═════ Material to process ═════

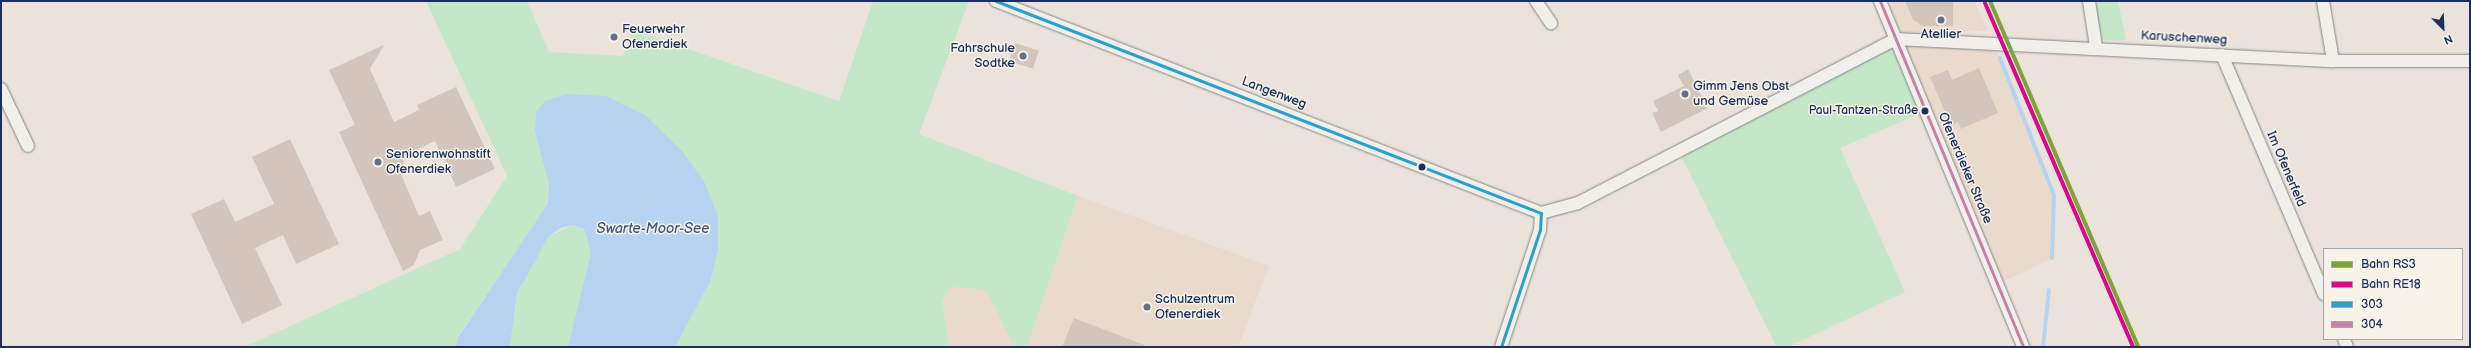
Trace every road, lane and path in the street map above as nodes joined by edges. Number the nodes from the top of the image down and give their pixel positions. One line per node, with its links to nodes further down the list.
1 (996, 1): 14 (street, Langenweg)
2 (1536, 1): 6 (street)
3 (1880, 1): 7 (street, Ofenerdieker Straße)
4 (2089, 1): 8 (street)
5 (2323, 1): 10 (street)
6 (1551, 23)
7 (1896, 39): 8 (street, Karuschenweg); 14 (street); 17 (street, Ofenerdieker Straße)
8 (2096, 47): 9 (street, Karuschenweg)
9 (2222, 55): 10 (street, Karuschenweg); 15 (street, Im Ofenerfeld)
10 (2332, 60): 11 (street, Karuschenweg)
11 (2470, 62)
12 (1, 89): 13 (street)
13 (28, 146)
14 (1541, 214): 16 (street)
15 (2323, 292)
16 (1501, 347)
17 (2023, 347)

═════

Your instructions: Apart from the images, please copy every line of the data exactly as written.

Solution for this problem:
Trace every road, lane and path in the street map above as nodes joined by edges. Number the nodes from the top of the image down and give their pixel positions. One line per node, with its links to nodes further down the list.
1 (996, 1): 14 (street, Langenweg)
2 (1536, 1): 6 (street)
3 (1880, 1): 7 (street, Ofenerdieker Straße)
4 (2089, 1): 8 (street)
5 (2323, 1): 10 (street)
6 (1551, 23)
7 (1896, 39): 8 (street, Karuschenweg); 14 (street); 17 (street, Ofenerdieker Straße)
8 (2096, 47): 9 (street, Karuschenweg)
9 (2222, 55): 10 (street, Karuschenweg); 15 (street, Im Ofenerfeld)
10 (2332, 60): 11 (street, Karuschenweg)
11 (2470, 62)
12 (1, 89): 13 (street)
13 (28, 146)
14 (1541, 214): 16 (street)
15 (2323, 292)
16 (1501, 347)
17 (2023, 347)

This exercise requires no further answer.